2. Any behaviour that is manipulative classes as coercive control

"
Anything where someone is being controlling
towards their boyfriend or girlfriend. Any behavior that is controlling or
manipulating, that makes their life more difficult. Behaviour that makes others
feel bad or restricting them."

3. Early signs include name calling or checking up on you all the time

"It could be things like calling them names,
stopping them from seeing friends or family. 
Not wanting them to go to school
or work, checking up on someone constantly. Mental, emotional and psychological
abuse. Mind games to make someone feel really bad and like it's their fault.
Putting someone more and more under someone else's control is coercive control.

4. Incredibly intense messages of affection might not always be a good thing

"I think what really was an early sign which
I didn't know is that when we first were talking, he was
always sending me eight page word documents saying how much he loved me. It was very intense. It's not really normal when it's
taking up your entire life talking to someone and they don't want you to talk
to anyone else. Especially when it's your first relationship, it can seem like
that's the way it's actually meant to be."

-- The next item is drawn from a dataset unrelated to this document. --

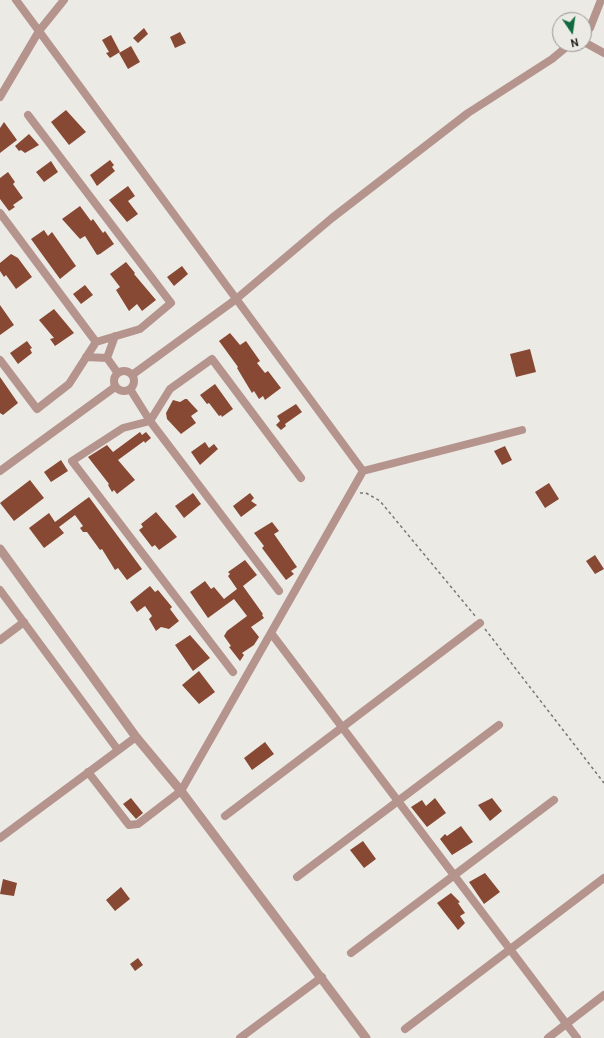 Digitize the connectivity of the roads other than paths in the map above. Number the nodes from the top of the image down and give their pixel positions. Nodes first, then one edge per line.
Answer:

5. If you're trying to change your behaviour to make someone happy

I think if you're trying to change your behavior to make someone happy. If you're thinking 'I better not do that because it's going to really upset them' or 'they're gonna lose their temper'. You shouldn't have to control what you do in an attempt to not upset someone."

6. So is your partner getting furious over unimportant things

"A lot of my life was restricted
because of how he was. I would not want to go out or see friends because I
wanted to be able to respond to his messages all the time. He'd get quite angry
if he thought I was seeing other people, friends rather than messaging him"

7. A relationship may involve coercive control if it stops you doing what you want to do

"It stopped me going to school and meant in
the end I was prioritizing him over school. I was staying up all night with him
being really angry on the phone, saying he was going to hurt himself and I
would be trying to talk him out of it and then I was too emotionally exhausted
from everything that was happening with him.

"

8. Watch out for short tempers and extreme anger

"We lived two hours drive away from each
other so we didn't meet that often, more sort of at weekends every couple of
weeks. He'd be really nice when we met, and then afterwards he'd go away and
say it was all a pretence. He could flip every day, every couple of days and
then he might be really angry for like a week or something and then we'd meet
again and he'd sort of change his mind and be nice."

9.Extreme jealousy over friends and family is a tell tale sign

" If they're getting jealous and not wanting you to talk to other people. Very intense texting ALL THE TIME and expecting you to reply instantly. Checking up on you, who you're with, where you are ALL THE TIME. Obviously it's not always, but they definitely are warning signs."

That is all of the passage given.